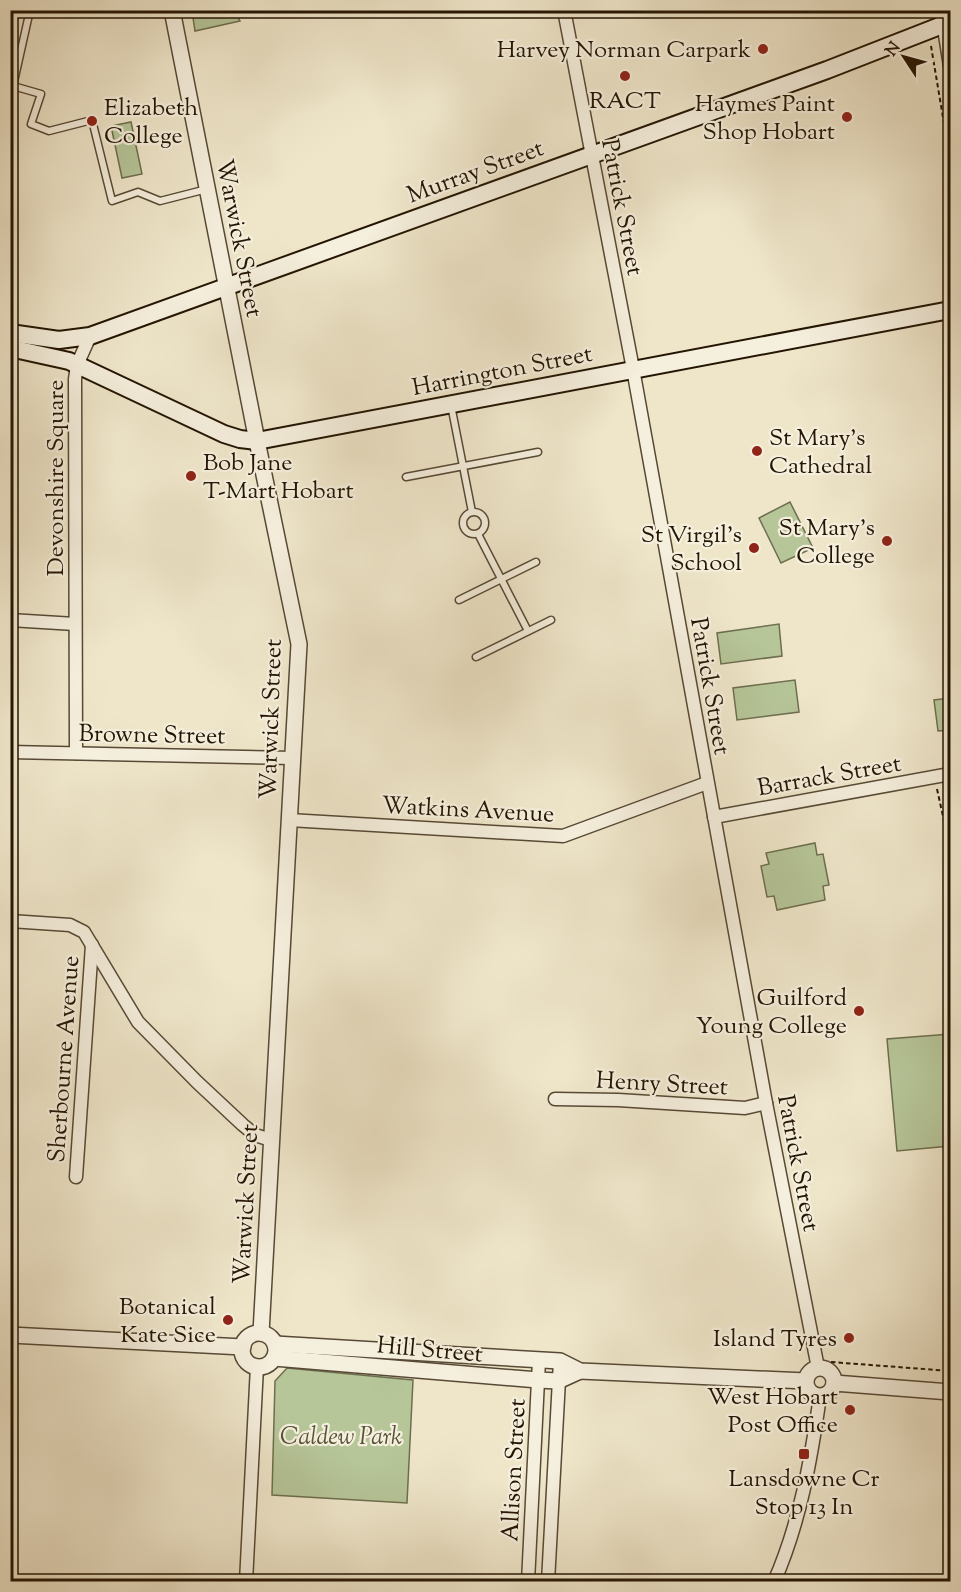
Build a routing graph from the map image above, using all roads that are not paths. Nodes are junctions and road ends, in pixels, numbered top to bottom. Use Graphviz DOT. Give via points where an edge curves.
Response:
graph roads {
  1 [pos="30,10"];
  2 [pos="172,10"];
  3 [pos="564,10"];
  4 [pos="941,22"];
  5 [pos="951,66"];
  6 [pos="12,89"];
  7 [pos="591,154"];
  8 [pos="207,189"];
  9 [pos="227,286"];
  10 [pos="951,310"];
  11 [pos="10,333"];
  12 [pos="90,336"];
  13 [pos="10,348"];
  14 [pos="77,365"];
  15 [pos="633,369"];
  16 [pos="451,404"];
  17 [pos="257,441"];
  18 [pos="538,452"];
  19 [pos="463,466"];
  20 [pos="406,477"];
  21 [pos="472,512"];
  22 [pos="478,534"];
  23 [pos="536,562"];
  24 [pos="501,579"];
  25 [pos="459,600"];
  26 [pos="10,620"];
  27 [pos="551,620"];
  28 [pos="75,624"];
  29 [pos="528,631"];
  30 [pos="476,657"];
  31 [pos="10,752"];
  32 [pos="76,753"];
  33 [pos="293,758"];
  34 [pos="951,774"];
  35 [pos="707,783"];
  36 [pos="714,817"];
  37 [pos="289,820"];
  38 [pos="10,921"];
  39 [pos="92,945"];
  40 [pos="555,1100"];
  41 [pos="766,1103"];
  42 [pos="271,1140"];
  43 [pos="76,1177"];
  44 [pos="261,1333"];
  45 [pos="10,1335"];
  46 [pos="243,1347"];
  47 [pos="274,1351"];
  48 [pos="539,1360"];
  49 [pos="560,1361"];
  50 [pos="818,1364"];
  51 [pos="257,1366"];
  52 [pos="580,1371"];
  53 [pos="538,1380"];
  54 [pos="558,1381"];
  55 [pos="806,1381"];
  56 [pos="834,1383"];
  57 [pos="951,1392"];
  58 [pos="820,1396"];
  59 [pos="246,1581"];
  60 [pos="528,1581"];
  61 [pos="548,1581"];
  62 [pos="774,1581"];
  1 -- 6 [label="lane"];
  2 -- 8 [label="street, Warwick Street"];
  3 -- 7 [label="street, Patrick Street"];
  4 -- 5 [label="street"];
  4 -- 7 [label="main road, Murray Street" via="828,70"];
  6 -- 8 [label="lane" via="41,94 32,124 49,131 92,120 112,201 138,192 160,201"];
  7 -- 9 [label="main road, Murray Street"];
  7 -- 15 [label="street, Patrick Street"];
  8 -- 9 [label="street, Warwick Street"];
  9 -- 12 [label="main road, Murray Street"];
  9 -- 17 [label="street, Warwick Street"];
  10 -- 15 [label="main road, Harrington Street"];
  11 -- 12 [label="main road, Murray Street" via="59,340"];
  12 -- 14 [label="street, Devonshire Square"];
  13 -- 14 [label="main road"];
  14 -- 17 [label="main road, Harrington Street" via="224,434"];
  14 -- 28 [label="street, Devonshire Square"];
  15 -- 16 [label="main road, Harrington Street"];
  15 -- 35 [label="street, Patrick Street"];
  16 -- 17 [label="main road, Harrington Street"];
  16 -- 19 [label="lane"];
  17 -- 33 [label="street, Warwick Street" via="299,645"];
  18 -- 19 [label="lane"];
  19 -- 20 [label="lane"];
  19 -- 21 [label="lane"];
  21 -- 22 [label="lane" via="479,513 485,521"];
  21 -- 22 [label="lane" via="465,516 463,526 467,532"];
  22 -- 24 [label="lane"];
  23 -- 24 [label="lane"];
  24 -- 25 [label="lane"];
  24 -- 29 [label="lane"];
  26 -- 28 [label="street"];
  27 -- 29 [label="lane"];
  28 -- 32 [label="street, Devonshire Square"];
  29 -- 30 [label="lane"];
  31 -- 32 [label="street, Browne Street"];
  32 -- 33 [label="street, Browne Street"];
  33 -- 37 [label="street, Warwick Street"];
  34 -- 36 [label="street, Barrack Street"];
  35 -- 36 [label="street, Patrick Street"];
  35 -- 37 [label="street, Watkins Avenue" via="563,836"];
  36 -- 41 [label="street, Patrick Street"];
  37 -- 42 [label="street, Warwick Street"];
  38 -- 39 [label="street" via="70,925 84,932"];
  39 -- 42 [label="street" via="138,1022 160,1046 243,1125 255,1135"];
  39 -- 43 [label="street, Sherbourne Avenue"];
  40 -- 41 [label="street, Henry Street" via="745,1108"];
  41 -- 50 [label="street, Patrick Street"];
  42 -- 44 [label="street, Warwick Street"];
  44 -- 46 [label="street" via="247,1338"];
  44 -- 47 [label="street" via="270,1337"];
  45 -- 46 [label="street"];
  46 -- 51 [label="street" via="246,1360"];
  47 -- 48 [label="street, Hill Street"];
  47 -- 51 [label="street" via="267,1365"];
  47 -- 53 [label="street, Hill Street"];
  48 -- 49 [label="street, Hill Street"];
  48 -- 53 [label="street, Allison Street"];
  49 -- 52 [label="street, Hill Street"];
  49 -- 54 [label="street, Allison Street"];
  50 -- 55 [label="street"];
  50 -- 56 [label="street" via="830,1372"];
  51 -- 59 [label="street"];
  52 -- 54 [label="street, Hill Street"];
  52 -- 55 [label="street, Hill Street"];
  53 -- 54 [label="street, Hill Street"];
  53 -- 60 [label="street, Allison Street"];
  54 -- 61 [label="street, Allison Street"];
  55 -- 58 [label="street" via="808,1390"];
  56 -- 57 [label="street"];
  56 -- 58 [label="street" via="831,1391"];
  58 -- 62 [label="street" via="800,1505"];
}
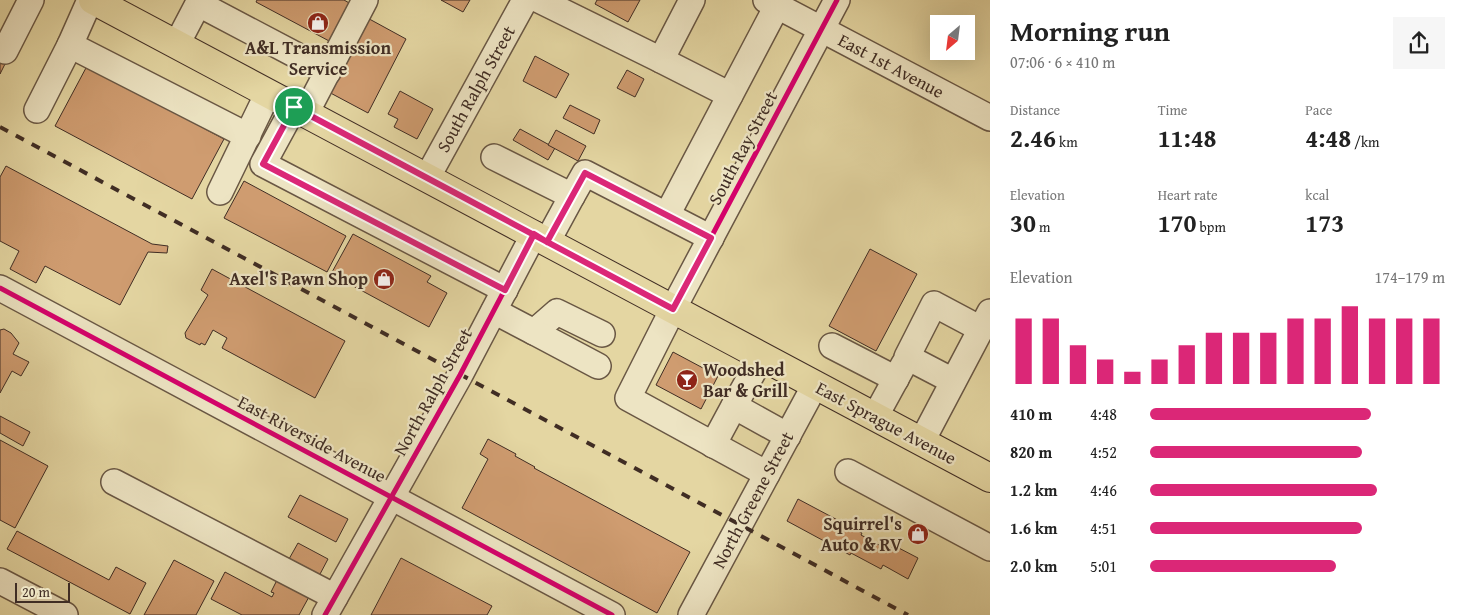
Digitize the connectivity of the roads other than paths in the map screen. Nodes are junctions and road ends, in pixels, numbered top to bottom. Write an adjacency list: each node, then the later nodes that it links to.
1 (31, 0): 13 (street)
2 (92, 0): 11 (main road, East Sprague Avenue); 12 (street)
3 (365, 0): 15 (street)
4 (525, 0): 23 (street, South Ralph Street)
5 (539, 0): 14 (street)
6 (692, 0): 14 (street)
7 (837, 0): 10 (street, South Ray Street)
8 (200, 2): 11 (street); 15 (street)
9 (772, 3): 10 (street, East 1st Avenue); 17 (street)
10 (822, 30): 20 (street, East 1st Avenue); 28 (street, South Ray Street)
11 (177, 44): 16 (main road, East Sprague Avenue)
12 (70, 45): 18 (street); 21 (street)
13 (5, 51)
14 (661, 60): 17 (street)
15 (328, 72): 19 (street)
16 (268, 93): 19 (main road, East Sprague Avenue); 21 (street)
17 (730, 95): 26 (street)
18 (37, 110)
19 (300, 110): 23 (main road, East Sprague Avenue); 30 (street)
20 (990, 118)
21 (248, 136): 24 (street)
22 (494, 157): 25 (street)
23 (427, 178): 27 (main road, East Sprague Avenue)
24 (220, 192)
25 (572, 196): 26 (street, North Ralph Street); 27 (street, North Ralph Street)
26 (667, 215): 28 (street)
27 (540, 238): 30 (street, North Ralph Street); 31 (main road, East Sprague Avenue)
28 (711, 238): 31 (street, South Ray Street)
29 (0, 288): 51 (street, East Riverside Avenue)
30 (500, 300): 33 (street); 51 (street, North Ralph Street)
31 (673, 309): 36 (main road, East Sprague Avenue); 46 (street, South Ray Street)
32 (986, 321): 37 (street); 40 (street)
33 (534, 332): 34 (street); 38 (street)
34 (602, 334)
35 (832, 346): 39 (street)
36 (762, 356): 41 (main road, East Sprague Avenue); 42 (street)
37 (907, 357): 39 (street); 40 (street)
38 (598, 366)
39 (896, 379): 43 (street)
40 (953, 381): 45 (street)
41 (815, 385): 43 (main road, East Sprague Avenue); 44 (street, North Greene Street)
42 (734, 406): 44 (street); 46 (street)
43 (875, 417): 45 (main road, East Sprague Avenue)
44 (788, 436): 48 (street, North Greene Street)
45 (922, 441): 49 (main road, East Sprague Avenue)
46 (713, 445): 48 (street)
47 (848, 472): 52 (street)
48 (767, 474): 57 (street, North Greene Street)
49 (990, 478)
50 (114, 482): 54 (street)
51 (391, 496): 54 (street, North Ralph Street); 56 (street, East Riverside Avenue)
52 (990, 548)
53 (1, 583): 55 (street)
54 (330, 606)
55 (64, 615)
56 (612, 615)
57 (691, 615)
------------------------------------
[EXERCISE AIM] Give only the count of lines in the data that include the string "Patrick".

[RESPONSE TO THIS TASK] 6